§ **Stored items from a collection**
***
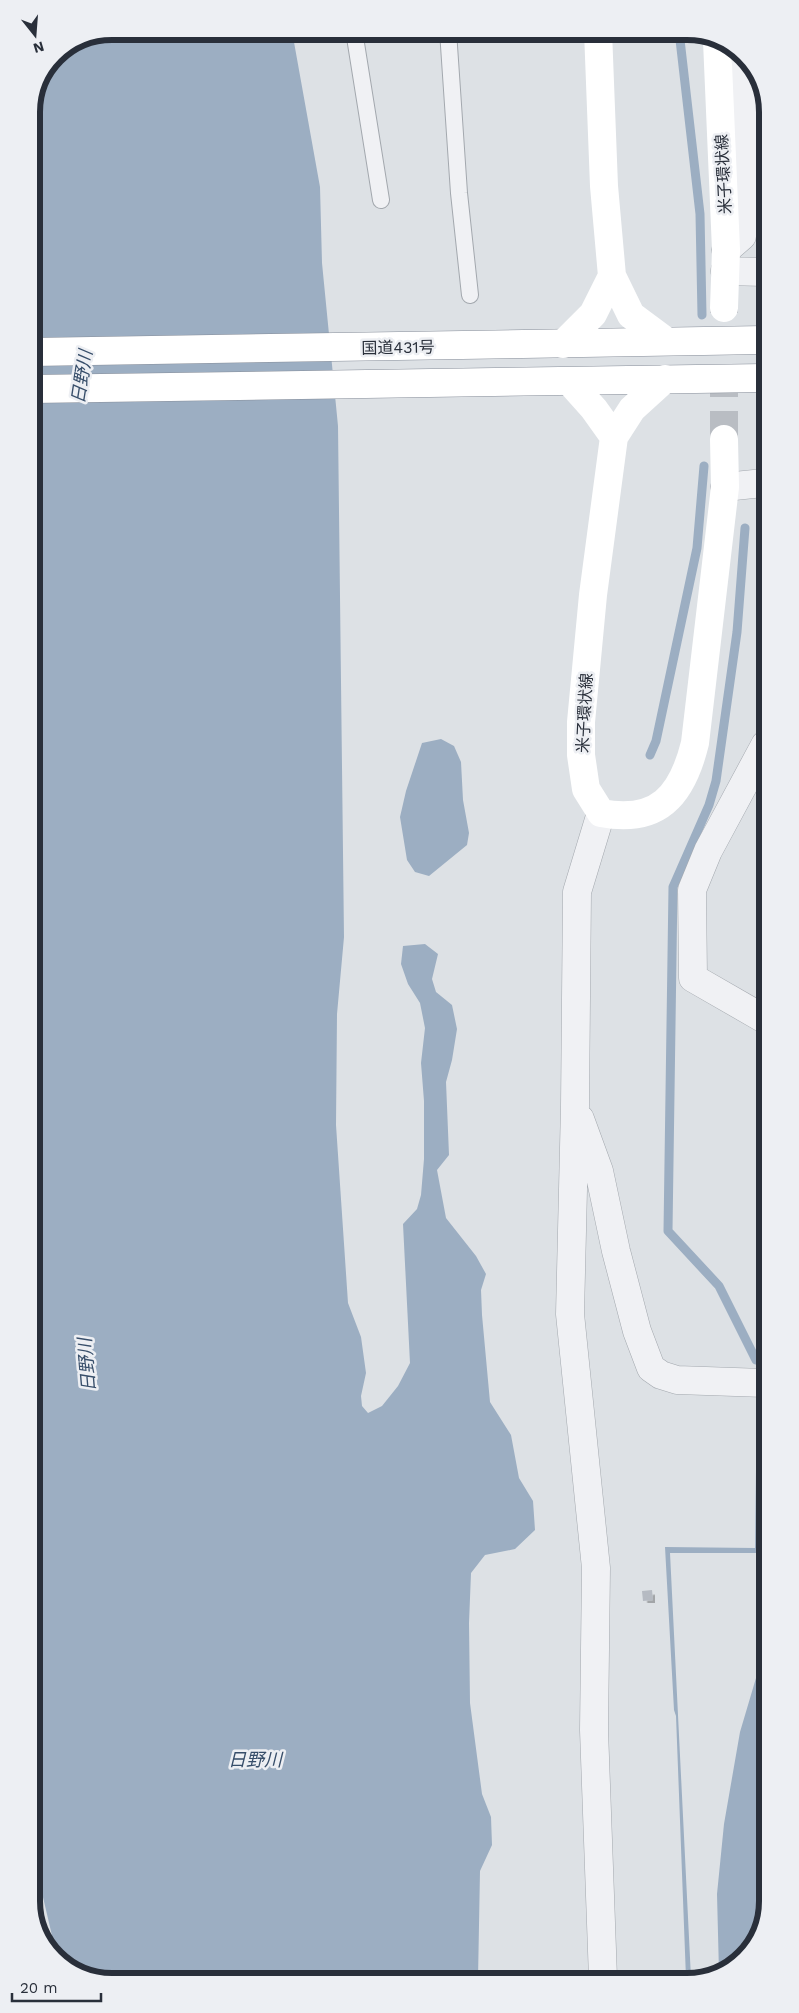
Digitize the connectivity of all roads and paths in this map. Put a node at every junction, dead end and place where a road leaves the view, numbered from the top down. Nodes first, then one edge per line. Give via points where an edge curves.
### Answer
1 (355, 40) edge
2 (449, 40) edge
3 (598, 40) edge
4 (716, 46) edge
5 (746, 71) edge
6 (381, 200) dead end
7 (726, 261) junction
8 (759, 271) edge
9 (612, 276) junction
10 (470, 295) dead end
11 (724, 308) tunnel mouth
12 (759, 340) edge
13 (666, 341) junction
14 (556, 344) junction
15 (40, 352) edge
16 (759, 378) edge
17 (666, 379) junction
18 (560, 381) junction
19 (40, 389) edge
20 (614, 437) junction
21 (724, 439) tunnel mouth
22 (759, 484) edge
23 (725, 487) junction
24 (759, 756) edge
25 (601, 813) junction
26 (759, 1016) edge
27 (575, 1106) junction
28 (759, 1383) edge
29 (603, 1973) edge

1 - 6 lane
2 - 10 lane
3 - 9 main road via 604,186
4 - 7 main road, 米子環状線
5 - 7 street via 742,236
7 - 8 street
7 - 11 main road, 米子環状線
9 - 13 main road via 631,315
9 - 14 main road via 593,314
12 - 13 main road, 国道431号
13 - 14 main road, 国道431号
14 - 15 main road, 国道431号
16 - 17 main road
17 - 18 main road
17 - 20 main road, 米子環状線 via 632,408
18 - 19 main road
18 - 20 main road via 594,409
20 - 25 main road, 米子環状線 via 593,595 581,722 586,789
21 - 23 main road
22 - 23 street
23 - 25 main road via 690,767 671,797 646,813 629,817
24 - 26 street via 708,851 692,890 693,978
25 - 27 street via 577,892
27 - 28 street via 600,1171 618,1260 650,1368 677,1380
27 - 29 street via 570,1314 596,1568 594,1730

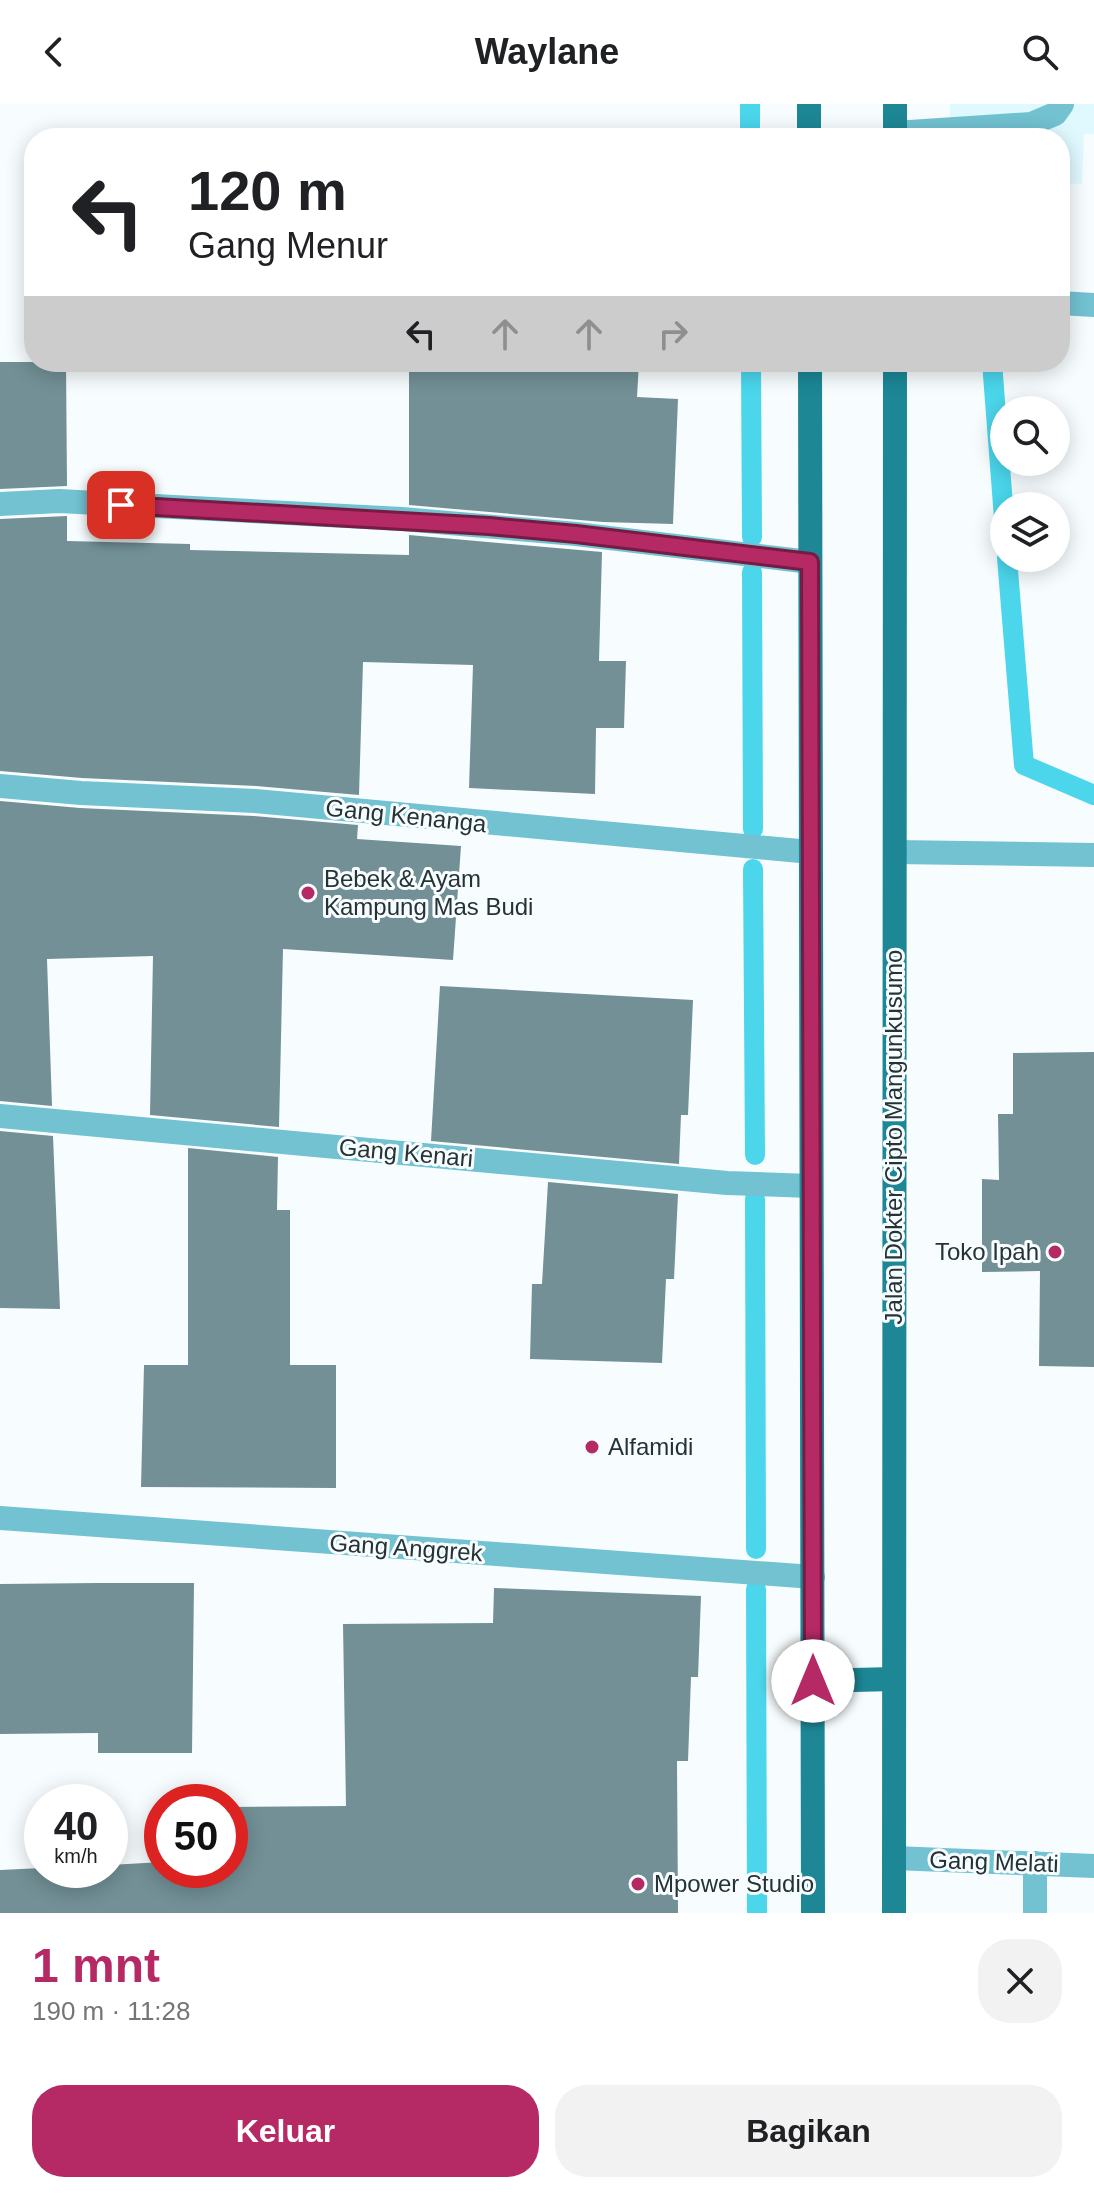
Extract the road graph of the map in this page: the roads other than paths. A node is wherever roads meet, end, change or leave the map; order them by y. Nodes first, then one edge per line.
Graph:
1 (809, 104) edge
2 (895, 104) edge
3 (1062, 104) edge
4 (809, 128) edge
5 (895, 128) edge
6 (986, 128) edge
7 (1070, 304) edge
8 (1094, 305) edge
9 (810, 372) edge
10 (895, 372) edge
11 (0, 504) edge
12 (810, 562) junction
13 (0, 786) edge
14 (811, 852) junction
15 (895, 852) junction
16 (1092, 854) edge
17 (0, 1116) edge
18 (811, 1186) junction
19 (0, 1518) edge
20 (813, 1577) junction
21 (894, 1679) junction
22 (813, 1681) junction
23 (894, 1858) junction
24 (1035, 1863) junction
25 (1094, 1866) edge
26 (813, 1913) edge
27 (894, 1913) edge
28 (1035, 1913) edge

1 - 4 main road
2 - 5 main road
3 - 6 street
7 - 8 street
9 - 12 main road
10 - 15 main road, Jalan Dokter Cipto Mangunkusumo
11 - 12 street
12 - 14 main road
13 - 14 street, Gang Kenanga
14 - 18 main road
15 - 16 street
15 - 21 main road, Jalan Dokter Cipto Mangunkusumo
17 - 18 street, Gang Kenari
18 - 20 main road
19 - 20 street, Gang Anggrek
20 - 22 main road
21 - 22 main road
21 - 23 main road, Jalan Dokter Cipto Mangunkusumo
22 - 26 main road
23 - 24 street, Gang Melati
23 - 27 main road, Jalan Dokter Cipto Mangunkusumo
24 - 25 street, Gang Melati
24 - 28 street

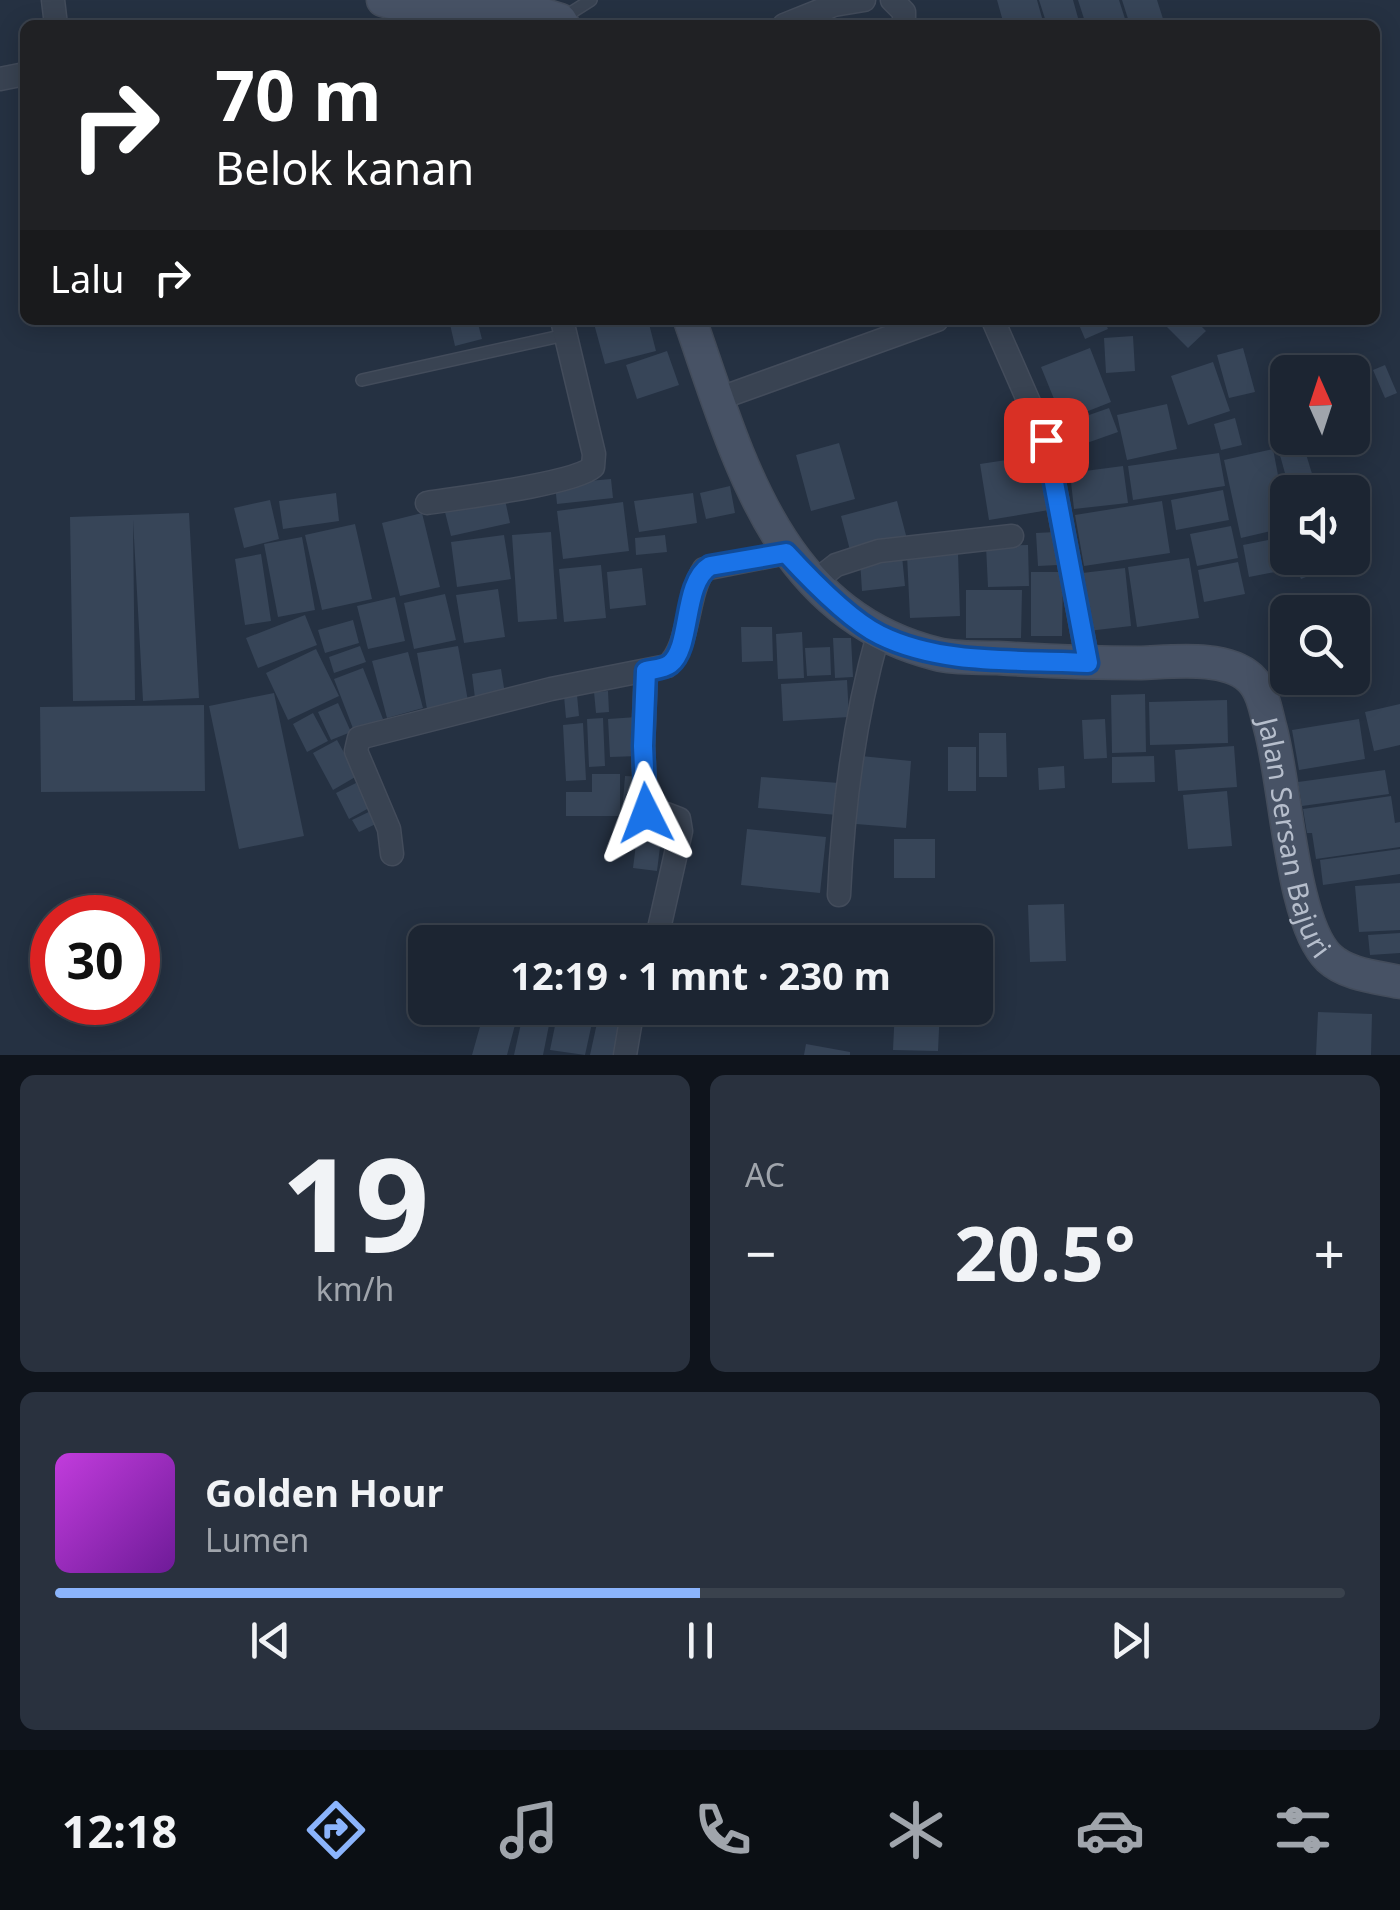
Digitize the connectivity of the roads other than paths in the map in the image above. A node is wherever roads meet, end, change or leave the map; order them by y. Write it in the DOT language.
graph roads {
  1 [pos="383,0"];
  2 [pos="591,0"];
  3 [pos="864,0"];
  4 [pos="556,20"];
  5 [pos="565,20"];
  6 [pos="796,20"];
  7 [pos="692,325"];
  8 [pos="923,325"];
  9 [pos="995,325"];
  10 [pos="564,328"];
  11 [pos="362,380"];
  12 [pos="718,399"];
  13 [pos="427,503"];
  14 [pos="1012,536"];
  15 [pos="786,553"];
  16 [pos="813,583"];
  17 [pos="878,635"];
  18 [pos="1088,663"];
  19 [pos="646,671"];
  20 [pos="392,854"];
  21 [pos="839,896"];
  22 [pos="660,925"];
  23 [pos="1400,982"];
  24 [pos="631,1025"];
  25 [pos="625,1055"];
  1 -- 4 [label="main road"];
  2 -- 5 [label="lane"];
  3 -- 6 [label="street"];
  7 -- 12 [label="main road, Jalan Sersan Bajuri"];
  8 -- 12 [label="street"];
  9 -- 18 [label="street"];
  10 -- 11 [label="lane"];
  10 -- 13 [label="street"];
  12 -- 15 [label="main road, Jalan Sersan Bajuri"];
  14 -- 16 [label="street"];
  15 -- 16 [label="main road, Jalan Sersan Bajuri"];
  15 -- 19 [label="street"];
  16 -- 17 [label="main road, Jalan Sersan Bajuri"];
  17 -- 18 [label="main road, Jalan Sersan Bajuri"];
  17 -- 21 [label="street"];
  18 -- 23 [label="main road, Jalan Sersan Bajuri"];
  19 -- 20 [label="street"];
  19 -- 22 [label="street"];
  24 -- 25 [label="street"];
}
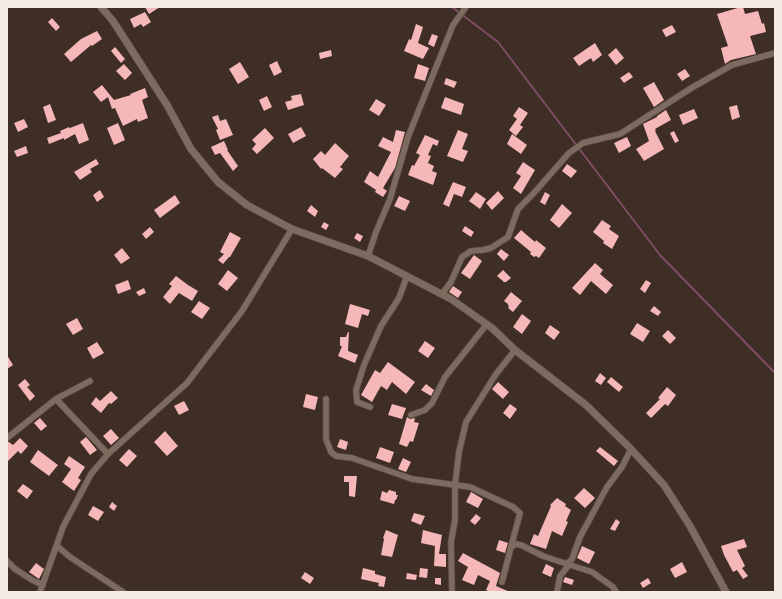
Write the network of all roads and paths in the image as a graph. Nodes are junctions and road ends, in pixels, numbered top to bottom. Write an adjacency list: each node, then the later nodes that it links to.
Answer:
***
§ **WHAT YOU NEED TO DO**
With pictures removed, write out exactly each line of the entries from the first through the line that holds "Extract the road".

§ **RESULT FOR THIS EXERCISE**
Digitize the connectivity of all roads and paths in this map. Put a node at every junction, dead end and place where a road leaves the view, numbered from the top down. Nodes first, then one edge per line. Give via points where an edge curves.
### Answer
1 (355, 40) edge
2 (449, 40) edge
3 (598, 40) edge
4 (716, 46) edge
5 (746, 71) edge
6 (381, 200) dead end
7 (726, 261) junction
8 (759, 271) edge
9 (612, 276) junction
10 (470, 295) dead end
11 (724, 308) tunnel mouth
12 (759, 340) edge
13 (666, 341) junction
14 (556, 344) junction
15 (40, 352) edge
16 (759, 378) edge
17 (666, 379) junction
18 (560, 381) junction
19 (40, 389) edge
20 (614, 437) junction
21 (724, 439) tunnel mouth
22 (759, 484) edge
23 (725, 487) junction
24 (759, 756) edge
25 (601, 813) junction
26 (759, 1016) edge
27 (575, 1106) junction
28 (759, 1383) edge
29 (603, 1973) edge

1 - 6 lane
2 - 10 lane
3 - 9 main road via 604,186
4 - 7 main road, 米子環状線
5 - 7 street via 742,236
7 - 8 street
7 - 11 main road, 米子環状線
9 - 13 main road via 631,315
9 - 14 main road via 593,314
12 - 13 main road, 国道431号
13 - 14 main road, 国道431号
14 - 15 main road, 国道431号
16 - 17 main road
17 - 18 main road
17 - 20 main road, 米子環状線 via 632,408
18 - 19 main road
18 - 20 main road via 594,409
20 - 25 main road, 米子環状線 via 593,595 581,722 586,789
21 - 23 main road
22 - 23 street
23 - 25 main road via 690,767 671,797 646,813 629,817
24 - 26 street via 708,851 692,890 693,978
25 - 27 street via 577,892
27 - 28 street via 600,1171 618,1260 650,1368 677,1380
27 - 29 street via 570,1314 596,1568 594,1730

Extract the road graph of the map in this page: the roads other than paths. A node is wherever roads meet, end, change or leave the map; order them by y. Nodes first, then one edge per line.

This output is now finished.